Monday, April 3, 2017

Perils and Positives of Group Riding

The pendulum of the motorcycling experience tends to swing from an intensely social experience to times of extreme solitude. On one hand you could go to a World SuperBike or MotoGP Race and be around 80,000 of your closest friends in a frenzied carnival of fast motorbikes, merchandise, and overpriced beer and on the other hand you may find yourself hundreds of miles from the nearest person on a highway in the middle of Alaska with nobody to impress with your stories but the bears. I've spoken before about how nice it is to be away from it all riding by myself on a rainy highway so its only fair to elucidate upon nearly the exact opposite: the group ride.

My first group ride was back in 2010 when I was a new rider on a Baby Ninja. I had read about all the awesome sport bike group rides on the forums and I was eager to be a part of one. The group of superbike riders kinda put up with me (bless their hearts) and waited for me at various intervals. Out on hwy 96 in California I proved my worth though when the fast guy on the Ducati 1098 ran out of gas (tuned bike, he refused to put regular into it at Happy Camp). We were miles from the nearest gas station with premium and guess who had a Camelbak with a hose they could use to siphon gas out of a GSXR, into a discarded Budweiser can, and into the Duc.




The group type? We're all in this together. Fortunately/unfortunately I've been in groups like this plenty. Fortunately because there are people, more or less total strangers, who are willing to help each other out if they get in a bind. Unfortunately because bikes break down and sometimes people crash. Groups are fun too. Its comforting to see that someone ahead of you made it through a sketchy corner, it means you can too. A little friendly competition is also fun, but beware the presumptive fine where a TC will issue the same ticket to everyone in the group even though he only caught one doing it. He knows we won't take time off from work to return to Nowheresville to fight it and its free money. Unfortunate for my wallet I've been there and done that.

Of course every rose has its thorn.
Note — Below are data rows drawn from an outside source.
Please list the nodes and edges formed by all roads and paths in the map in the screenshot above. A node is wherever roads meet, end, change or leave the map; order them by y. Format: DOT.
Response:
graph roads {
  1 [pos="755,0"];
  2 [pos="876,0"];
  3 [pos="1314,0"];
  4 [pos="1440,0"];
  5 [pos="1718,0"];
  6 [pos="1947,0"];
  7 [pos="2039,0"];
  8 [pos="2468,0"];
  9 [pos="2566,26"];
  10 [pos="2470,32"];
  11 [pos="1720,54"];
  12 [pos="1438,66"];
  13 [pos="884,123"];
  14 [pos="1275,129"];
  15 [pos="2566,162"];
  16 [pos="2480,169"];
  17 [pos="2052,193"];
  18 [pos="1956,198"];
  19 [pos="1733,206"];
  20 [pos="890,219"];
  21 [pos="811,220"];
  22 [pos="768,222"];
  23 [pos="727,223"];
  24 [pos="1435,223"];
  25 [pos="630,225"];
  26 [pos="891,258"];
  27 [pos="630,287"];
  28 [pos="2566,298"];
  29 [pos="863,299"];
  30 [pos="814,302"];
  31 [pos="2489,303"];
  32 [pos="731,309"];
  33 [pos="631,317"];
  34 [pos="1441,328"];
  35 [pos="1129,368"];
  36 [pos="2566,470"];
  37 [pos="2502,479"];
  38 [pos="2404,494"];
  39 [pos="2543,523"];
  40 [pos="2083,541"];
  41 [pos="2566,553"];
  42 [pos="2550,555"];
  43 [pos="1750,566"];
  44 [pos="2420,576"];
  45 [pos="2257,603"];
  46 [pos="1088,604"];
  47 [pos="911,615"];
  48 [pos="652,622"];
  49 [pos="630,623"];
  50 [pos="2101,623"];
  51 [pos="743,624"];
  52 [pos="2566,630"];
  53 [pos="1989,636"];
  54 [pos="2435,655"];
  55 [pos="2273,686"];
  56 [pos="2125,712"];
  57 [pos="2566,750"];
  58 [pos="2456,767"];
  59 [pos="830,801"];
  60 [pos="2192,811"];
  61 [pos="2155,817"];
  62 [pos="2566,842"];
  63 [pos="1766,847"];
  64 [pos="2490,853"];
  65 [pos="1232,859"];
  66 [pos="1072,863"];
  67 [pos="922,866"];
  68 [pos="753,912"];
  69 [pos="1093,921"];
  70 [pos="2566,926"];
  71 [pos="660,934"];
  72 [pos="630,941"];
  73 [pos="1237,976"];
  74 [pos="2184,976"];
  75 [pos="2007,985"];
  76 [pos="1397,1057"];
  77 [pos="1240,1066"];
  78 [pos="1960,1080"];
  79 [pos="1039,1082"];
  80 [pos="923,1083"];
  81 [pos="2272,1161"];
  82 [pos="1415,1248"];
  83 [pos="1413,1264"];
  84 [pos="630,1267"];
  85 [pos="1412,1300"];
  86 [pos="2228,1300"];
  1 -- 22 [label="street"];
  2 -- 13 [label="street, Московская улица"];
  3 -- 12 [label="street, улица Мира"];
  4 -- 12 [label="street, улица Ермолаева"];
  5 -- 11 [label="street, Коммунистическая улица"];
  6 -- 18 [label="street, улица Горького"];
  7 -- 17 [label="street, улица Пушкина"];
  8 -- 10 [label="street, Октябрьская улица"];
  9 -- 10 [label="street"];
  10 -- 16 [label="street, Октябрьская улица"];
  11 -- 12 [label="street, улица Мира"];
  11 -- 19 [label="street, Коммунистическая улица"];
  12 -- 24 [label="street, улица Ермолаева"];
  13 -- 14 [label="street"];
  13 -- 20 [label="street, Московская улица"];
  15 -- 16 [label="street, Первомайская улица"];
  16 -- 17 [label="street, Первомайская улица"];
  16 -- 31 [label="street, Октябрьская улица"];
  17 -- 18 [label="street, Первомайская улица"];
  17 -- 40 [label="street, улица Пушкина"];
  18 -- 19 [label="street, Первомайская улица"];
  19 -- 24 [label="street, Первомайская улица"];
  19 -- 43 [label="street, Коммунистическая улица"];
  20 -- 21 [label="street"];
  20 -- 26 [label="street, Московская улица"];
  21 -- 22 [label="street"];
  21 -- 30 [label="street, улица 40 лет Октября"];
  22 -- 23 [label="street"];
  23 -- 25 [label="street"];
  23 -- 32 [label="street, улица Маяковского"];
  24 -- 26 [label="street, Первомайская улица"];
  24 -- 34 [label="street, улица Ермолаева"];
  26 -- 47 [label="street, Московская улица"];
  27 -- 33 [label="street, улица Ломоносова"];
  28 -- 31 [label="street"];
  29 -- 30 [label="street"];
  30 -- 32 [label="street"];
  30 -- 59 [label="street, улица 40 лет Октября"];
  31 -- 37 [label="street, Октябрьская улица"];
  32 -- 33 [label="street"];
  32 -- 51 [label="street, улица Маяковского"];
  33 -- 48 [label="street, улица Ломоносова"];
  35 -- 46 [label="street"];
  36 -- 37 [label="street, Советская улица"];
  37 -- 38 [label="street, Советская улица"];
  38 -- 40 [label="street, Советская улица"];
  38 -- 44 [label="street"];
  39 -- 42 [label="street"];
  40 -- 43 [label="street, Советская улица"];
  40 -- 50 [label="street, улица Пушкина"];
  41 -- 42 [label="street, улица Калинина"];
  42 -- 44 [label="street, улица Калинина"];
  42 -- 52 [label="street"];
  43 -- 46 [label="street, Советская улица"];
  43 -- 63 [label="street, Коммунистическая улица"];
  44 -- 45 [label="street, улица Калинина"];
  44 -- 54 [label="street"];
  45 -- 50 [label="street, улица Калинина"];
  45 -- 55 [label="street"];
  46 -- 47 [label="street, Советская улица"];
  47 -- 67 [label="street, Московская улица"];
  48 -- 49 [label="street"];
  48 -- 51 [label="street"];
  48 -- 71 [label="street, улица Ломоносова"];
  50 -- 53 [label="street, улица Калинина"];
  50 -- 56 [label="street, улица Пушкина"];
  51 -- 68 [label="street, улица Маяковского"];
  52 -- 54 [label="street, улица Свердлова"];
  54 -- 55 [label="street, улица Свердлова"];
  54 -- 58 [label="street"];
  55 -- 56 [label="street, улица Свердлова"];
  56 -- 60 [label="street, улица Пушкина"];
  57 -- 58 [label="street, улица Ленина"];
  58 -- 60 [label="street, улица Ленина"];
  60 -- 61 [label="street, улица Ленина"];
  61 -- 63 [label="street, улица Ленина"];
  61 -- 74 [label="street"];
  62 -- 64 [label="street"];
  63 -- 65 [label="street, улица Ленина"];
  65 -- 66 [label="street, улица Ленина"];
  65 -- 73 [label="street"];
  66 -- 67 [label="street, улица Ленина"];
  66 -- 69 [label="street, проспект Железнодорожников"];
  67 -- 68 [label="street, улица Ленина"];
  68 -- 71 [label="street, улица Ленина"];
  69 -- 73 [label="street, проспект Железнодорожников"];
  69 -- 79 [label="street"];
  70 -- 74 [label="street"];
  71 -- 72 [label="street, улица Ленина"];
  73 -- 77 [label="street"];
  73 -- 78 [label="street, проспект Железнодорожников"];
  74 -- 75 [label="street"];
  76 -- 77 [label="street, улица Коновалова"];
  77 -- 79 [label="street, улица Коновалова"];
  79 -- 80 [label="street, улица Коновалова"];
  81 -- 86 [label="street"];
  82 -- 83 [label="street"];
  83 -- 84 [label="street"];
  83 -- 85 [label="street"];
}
One wouldn't think that a larger group of sportbikes would make lower average times on a route but it happens. Generally the groups make good time while riding, but all the downtime adds up and compounds the more people are in the group. You see once a group stops, people start smoking, start talking, start checking their phones, and without a designated leader (that commands obedience) to say "suit up lets go" the group will be stuck there for thirty minutes or two cigarettes. Add in other difficulties like large groups hitting gas stations at once or trying to get served at restaurants and you see how much time you lose.

There's all sorts of other things that tend to go wrong when you announce on a public forum the ride. Squids show up without any gear and or with bikes that barely run. People of all skill levels show up. On more than one ride I've been the one waiting for the slow newbie. If we set the way-back machine to 2010 there was a group ride that never even left the meetup spot because a handful of JackCo Sheriffs showed up and started writing fix-it tickets on people's bikes. The consensus is that they had either learned which website we were organizing on or else the group had become too predictable. The newbie on the stock Baby Ninja didn't get a fix-it ticket that day, but that group disbanded faster than you can say Chicken Strips and only a few ever ride together anymore, organized offline.

It wouldn't be fair to pick on just sport riders. During my short tenure as a cruiser rider I tried to take part in several cruiser events including but not limited to a Poker Run. The Poker Run is ubiquitous among the cruiser culture almost as much as salad bowl helmets and leather vests with bumper stickers (excuse me, patches). My beef with Poker Runs is that for the most part each stop is at a bar. As a participant you can't just stop in, get your card, and leave, because the next stop won't have people at it yet and there's no incentive to get there early. At each stop everyone stops, drinks, smokes, then ambles on to the next. Do you want to know what I think? Of course you do, you're reading my blog. I think that its darned irresponsible to be bar hopping on a 200hp 900lbs motorcycle with nothing between you and the ground but a "helmets suck" salad bowl and some flimsy leather. Naturally I can't just pick on alcohol. In Oregon Marijuana has become commonplace almost overnight since decriminalization. On more than one ride I've seen people toking then riding. Whatever I guess, its their skin if they crash. Excuse me if I think consuming central nervous system depressants then going faster than nature can possibly have evolved us to travel on our own seems like it might be a bad idea. Hold my beer and watch this.

Here in the middle Willamette valley I've been fortunate enough to have mostly really good group rides with the only detractors being how slow it is to get people going once they stop.




On a recent ride I found myself playing tech marshal on people's bikes. A number of new people were there and I saw everything from bald tires to rusted parts, to an axle missing the end nut and halfway out of the fork. On the other side of the grid there were meticulously maintained newish bikes that get ridden as fast as the bikes look. I guess it takes all kinds.